Avinode Group is a Swedish B2B technology company focused on business aviation. It is known for operating Avinode Marketplace, an online marketplace for private air charter.

History 
Avinode was founded in 2002 by three graduates of Chalmers University of Technology, Niklas Berg, Per Marthinsson and Niclas Wennerholm. At this point in time, operators and brokers relied primarily on phone calls and fax to source and schedule aircraft. Berg, Marthinsson, and Wennerholm created an online marketplace, called the Avinode Marketplace, which quickly gained traction. In 2010, Avinode acquired its US marketplace competitor, CharterX. As of 2018, an average of 7,000 aviation professionals use the system daily, approximately 3,200 aircraft are listed in the marketplace, and nearly 300,000 flight requests are processed monthly. Roughly 80% of professionals in the business aviation industry use Avinode Group products.

Suite of applications 
Avinode Group consists of three applications serving different groups and purposes with business aviation.

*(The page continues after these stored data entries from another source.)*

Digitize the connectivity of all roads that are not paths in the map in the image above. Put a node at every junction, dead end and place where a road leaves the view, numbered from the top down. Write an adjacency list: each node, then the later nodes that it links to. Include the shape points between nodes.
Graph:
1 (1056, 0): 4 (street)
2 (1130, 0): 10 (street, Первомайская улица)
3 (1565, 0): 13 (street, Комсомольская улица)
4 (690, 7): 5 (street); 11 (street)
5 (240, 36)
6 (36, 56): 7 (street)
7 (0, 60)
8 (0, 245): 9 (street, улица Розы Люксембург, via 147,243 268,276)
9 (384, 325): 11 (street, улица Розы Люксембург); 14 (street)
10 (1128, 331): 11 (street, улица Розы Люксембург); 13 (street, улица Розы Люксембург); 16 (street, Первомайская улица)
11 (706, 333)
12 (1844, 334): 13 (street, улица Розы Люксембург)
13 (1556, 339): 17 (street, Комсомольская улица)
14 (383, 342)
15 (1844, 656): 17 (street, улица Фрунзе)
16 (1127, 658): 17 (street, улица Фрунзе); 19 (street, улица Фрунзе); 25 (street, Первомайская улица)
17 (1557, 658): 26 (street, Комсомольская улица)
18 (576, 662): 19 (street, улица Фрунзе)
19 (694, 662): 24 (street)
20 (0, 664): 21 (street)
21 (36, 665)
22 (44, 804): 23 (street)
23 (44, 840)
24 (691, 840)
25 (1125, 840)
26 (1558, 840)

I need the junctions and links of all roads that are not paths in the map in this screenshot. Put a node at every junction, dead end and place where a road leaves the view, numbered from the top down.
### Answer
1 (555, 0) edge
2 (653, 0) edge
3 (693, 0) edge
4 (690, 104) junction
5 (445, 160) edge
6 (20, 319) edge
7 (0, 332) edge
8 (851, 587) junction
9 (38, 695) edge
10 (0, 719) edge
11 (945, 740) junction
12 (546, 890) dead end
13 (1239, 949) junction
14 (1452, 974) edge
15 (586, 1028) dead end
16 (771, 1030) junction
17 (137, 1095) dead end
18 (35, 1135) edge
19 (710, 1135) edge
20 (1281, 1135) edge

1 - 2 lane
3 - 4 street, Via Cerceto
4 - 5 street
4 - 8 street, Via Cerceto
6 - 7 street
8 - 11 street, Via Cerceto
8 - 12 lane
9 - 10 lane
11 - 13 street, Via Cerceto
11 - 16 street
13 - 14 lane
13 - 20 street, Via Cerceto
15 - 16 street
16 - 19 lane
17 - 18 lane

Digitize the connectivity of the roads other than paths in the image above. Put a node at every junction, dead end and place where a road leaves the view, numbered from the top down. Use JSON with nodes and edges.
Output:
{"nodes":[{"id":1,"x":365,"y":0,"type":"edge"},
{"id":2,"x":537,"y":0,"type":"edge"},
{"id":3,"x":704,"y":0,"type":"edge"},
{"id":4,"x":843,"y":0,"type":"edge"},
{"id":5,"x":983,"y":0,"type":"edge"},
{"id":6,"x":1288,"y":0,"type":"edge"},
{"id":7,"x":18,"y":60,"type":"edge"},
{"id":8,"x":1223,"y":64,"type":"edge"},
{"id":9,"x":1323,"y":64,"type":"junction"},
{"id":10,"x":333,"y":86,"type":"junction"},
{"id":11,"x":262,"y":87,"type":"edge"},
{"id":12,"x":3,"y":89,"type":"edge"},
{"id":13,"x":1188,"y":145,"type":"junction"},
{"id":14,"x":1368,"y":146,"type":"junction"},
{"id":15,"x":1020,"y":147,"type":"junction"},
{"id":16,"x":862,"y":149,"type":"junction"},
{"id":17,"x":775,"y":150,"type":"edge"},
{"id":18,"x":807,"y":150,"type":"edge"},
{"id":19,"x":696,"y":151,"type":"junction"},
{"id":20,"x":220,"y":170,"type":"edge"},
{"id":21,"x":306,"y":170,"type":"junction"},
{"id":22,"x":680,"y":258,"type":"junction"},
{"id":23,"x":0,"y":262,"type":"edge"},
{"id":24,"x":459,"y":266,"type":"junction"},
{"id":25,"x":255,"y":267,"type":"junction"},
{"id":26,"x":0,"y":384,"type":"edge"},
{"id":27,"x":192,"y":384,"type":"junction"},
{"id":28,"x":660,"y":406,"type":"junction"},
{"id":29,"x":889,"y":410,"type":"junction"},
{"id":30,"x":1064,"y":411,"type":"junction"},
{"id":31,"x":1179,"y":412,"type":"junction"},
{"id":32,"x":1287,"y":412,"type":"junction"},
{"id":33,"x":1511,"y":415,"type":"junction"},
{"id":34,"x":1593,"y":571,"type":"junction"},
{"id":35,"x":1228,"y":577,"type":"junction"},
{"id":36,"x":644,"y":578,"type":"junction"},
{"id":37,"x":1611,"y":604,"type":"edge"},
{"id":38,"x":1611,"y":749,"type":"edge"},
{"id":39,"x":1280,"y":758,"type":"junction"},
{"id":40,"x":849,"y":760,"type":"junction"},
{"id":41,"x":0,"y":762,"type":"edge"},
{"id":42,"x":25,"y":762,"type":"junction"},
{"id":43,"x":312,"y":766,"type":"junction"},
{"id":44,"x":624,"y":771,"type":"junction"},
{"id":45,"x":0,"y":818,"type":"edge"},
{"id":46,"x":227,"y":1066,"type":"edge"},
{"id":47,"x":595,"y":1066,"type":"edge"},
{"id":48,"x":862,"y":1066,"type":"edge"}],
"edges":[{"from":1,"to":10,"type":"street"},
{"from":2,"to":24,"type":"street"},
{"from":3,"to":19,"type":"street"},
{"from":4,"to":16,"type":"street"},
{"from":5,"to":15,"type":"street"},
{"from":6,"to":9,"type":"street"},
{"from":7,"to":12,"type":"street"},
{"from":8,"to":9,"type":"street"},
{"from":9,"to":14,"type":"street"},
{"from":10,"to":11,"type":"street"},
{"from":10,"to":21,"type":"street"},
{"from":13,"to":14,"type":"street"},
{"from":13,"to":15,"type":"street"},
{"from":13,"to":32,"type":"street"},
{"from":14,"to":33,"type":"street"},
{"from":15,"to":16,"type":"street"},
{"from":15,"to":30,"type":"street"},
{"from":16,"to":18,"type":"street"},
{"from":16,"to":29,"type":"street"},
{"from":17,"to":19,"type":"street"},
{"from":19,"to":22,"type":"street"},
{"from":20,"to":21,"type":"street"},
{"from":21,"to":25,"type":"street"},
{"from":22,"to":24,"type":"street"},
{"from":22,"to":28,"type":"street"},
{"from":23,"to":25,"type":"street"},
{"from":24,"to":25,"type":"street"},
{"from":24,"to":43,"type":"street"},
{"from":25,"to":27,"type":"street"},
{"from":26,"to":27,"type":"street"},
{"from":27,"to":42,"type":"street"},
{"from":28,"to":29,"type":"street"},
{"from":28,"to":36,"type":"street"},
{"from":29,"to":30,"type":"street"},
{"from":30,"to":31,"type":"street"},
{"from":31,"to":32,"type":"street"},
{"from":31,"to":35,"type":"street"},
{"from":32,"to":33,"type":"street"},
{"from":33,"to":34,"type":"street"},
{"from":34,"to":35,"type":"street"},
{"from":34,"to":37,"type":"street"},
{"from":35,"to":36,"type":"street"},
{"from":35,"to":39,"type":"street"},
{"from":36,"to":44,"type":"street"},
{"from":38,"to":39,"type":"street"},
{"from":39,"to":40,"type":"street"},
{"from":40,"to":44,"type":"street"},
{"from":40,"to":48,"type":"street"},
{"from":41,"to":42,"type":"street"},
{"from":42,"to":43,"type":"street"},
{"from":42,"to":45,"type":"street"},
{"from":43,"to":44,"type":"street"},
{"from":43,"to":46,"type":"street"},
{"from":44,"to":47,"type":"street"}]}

 Avinode connects the services of operators and brokers globally, enabling buyers to search for trips, request quotes and communicate with sellers.
 SchedAero, web-based software for fleet operations, was launched in 2012. SchedAero serves operators and private flight departments as an online system for aircraft and crew scheduling, quoting, regulatory compliance,  and aircraft maintenance.
 Paynode, launched in 2016, is a digital payment platform developed specifically for the air charter industry.